学びを加速させるアドバイス学生時代の演劇が今に活かされている
教授陣によるリレーコラム/学びを加速させるアドバイス【15】
「学び」を深め、続けていくには、教室の外の経験や趣味が思わぬ力になることがあります。
私にとって、それは演劇でした。
私が高校生・大学生時代を過ごした1980年代は小劇場ブームでした。高校生の頃から、週末は大阪や京都の小劇場やホールに芝居を観に行っていました。大学に進学すると観るだけでは飽き足らずに、1年生の初めから学生劇団に入り、毎晩遅くまで芝居の練習や大道具製作に汗を流しました。
当時影響を受けたのは、つかこうへいさんでした。つかさんは1970年代にブームを巻き起こした劇作家・演出家であり、私より上の世代の演劇人でしたが、1980年代の演劇界でもその影響は大きかったように思います。
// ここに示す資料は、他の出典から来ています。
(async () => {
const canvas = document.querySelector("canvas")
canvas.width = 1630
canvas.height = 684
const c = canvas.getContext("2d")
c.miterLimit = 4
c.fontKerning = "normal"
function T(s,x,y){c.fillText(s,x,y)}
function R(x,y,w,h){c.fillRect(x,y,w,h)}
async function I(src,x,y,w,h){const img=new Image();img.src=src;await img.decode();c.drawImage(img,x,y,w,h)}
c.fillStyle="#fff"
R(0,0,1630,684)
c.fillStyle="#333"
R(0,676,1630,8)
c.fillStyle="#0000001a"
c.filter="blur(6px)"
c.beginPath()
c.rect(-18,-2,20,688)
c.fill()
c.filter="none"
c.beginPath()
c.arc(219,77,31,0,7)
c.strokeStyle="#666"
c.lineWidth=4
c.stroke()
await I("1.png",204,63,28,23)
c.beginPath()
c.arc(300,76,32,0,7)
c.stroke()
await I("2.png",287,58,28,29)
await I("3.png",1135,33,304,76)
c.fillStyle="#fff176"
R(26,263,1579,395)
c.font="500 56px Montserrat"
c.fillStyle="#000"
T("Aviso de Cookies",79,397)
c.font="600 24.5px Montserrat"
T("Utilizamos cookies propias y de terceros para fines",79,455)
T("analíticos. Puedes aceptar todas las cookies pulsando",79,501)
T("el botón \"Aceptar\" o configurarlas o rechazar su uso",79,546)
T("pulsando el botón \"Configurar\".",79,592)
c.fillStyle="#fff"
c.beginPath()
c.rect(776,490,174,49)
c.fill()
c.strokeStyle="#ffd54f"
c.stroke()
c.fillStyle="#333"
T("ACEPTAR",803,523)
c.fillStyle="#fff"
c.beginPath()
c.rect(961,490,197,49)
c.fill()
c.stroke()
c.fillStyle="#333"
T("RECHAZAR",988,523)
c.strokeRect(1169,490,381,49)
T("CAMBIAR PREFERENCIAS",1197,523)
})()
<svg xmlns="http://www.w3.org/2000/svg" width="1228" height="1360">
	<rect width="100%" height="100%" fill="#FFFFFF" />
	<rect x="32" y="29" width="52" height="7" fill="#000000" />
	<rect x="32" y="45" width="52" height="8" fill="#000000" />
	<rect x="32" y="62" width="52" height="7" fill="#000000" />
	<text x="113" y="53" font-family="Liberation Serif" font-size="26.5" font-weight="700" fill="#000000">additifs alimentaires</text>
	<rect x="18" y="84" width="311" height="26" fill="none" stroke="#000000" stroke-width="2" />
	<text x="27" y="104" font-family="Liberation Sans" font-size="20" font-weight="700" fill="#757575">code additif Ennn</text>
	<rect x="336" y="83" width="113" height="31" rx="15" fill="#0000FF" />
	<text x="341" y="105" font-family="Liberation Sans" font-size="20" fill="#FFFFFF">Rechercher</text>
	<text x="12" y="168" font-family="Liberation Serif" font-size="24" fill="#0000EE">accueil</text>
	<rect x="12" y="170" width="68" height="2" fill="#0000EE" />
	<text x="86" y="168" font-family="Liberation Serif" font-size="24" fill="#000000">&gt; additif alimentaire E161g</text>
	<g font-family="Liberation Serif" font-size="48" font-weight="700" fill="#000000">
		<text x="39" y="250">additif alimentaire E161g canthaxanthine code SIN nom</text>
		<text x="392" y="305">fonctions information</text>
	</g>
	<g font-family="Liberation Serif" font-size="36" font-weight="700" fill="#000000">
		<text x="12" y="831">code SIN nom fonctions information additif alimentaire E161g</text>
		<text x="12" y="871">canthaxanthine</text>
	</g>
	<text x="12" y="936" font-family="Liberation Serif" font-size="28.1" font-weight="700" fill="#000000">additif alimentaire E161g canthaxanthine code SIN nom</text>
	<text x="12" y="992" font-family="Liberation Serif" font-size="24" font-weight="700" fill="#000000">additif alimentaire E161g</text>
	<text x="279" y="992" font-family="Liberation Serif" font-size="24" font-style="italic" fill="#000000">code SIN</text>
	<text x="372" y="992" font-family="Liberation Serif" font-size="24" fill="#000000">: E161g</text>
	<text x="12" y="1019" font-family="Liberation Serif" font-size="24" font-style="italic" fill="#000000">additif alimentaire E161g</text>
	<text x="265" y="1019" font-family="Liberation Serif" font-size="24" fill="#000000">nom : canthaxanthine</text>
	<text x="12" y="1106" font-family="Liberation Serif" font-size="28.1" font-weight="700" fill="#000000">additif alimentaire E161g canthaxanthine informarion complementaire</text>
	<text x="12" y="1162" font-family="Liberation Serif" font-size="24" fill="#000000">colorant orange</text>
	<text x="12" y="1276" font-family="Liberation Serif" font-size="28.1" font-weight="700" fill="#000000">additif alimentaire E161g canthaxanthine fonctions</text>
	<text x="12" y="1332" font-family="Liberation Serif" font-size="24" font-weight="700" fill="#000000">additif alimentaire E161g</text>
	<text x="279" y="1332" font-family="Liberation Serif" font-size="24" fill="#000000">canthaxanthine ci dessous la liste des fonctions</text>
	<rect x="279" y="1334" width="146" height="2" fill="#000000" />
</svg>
劇団仲間の一人は後につかさんの演出助手となりました。
つかさんが書いた『熱海殺人事件』や『蒲田行進曲』といった戯曲には、今の時代では不謹慎と思われるような言葉や表現が多く出てきましたが、あえてそのような言葉や表現を用いることで、社会の片隅に追いやられた人々の辛さや、恵まれた立場にある人々の残酷さを浮き彫りにしていたと感じます。
私は学生劇団に入った当初、卒業後は演劇関係の職に就きたいと漠然と夢見ていましたが、やがてその夢は消えてしまいました。一言でいうと、周りの人がプロになるほどの実力者ばかりで、自分の実力のなさを痛感したのです。
今は毎クールのドラマで目にする実力派俳優となった同学年の仲間は、学生時代から観客を魅了する華がありました。ドラマのディレクターや映画監督となった仲間もそうでした。私は、努力ではどうしようもない彼らとの圧倒的な資質や能力の差を感じて、2年生の終わりに劇団を引退しました。
その後は法学部生らしく法律の勉強をしながら、演劇は観る側に回りました。研究者となった今でも、研究の合間に劇場に足を運んでいます。
法律学は座学が中心で、机の前で大量の文献を読み論文を執筆する日々です。そのなかにあって、生の人間が目の前で感情をぶつけあう演劇は、大いに研究生活の刺激になっています。
学生にも、そのような趣味を学生時代に見つけてほしいと思っています。私の場合は、演劇に親しんできたことで、現在、人前で講義する立場になってもさほど緊張しないし、教室でも声が通っています。演技の経験が生きているのだと思います。
このようなかけがえのない趣味は、ときに「学び」そのものと直結することもありますし、趣味を楽しむためにこそ勉強を頑張るというモチベーションにもつながります。
みなさんもぜひ、自分にとっての「学びを支える趣味」と出会いを大切にしてください。それはきっと、人生を豊かにする糧となるはずです。
※記事の内容は、執筆者個人の考え、意見に基づくものであり、明治大学の公式見解を示すものではありません。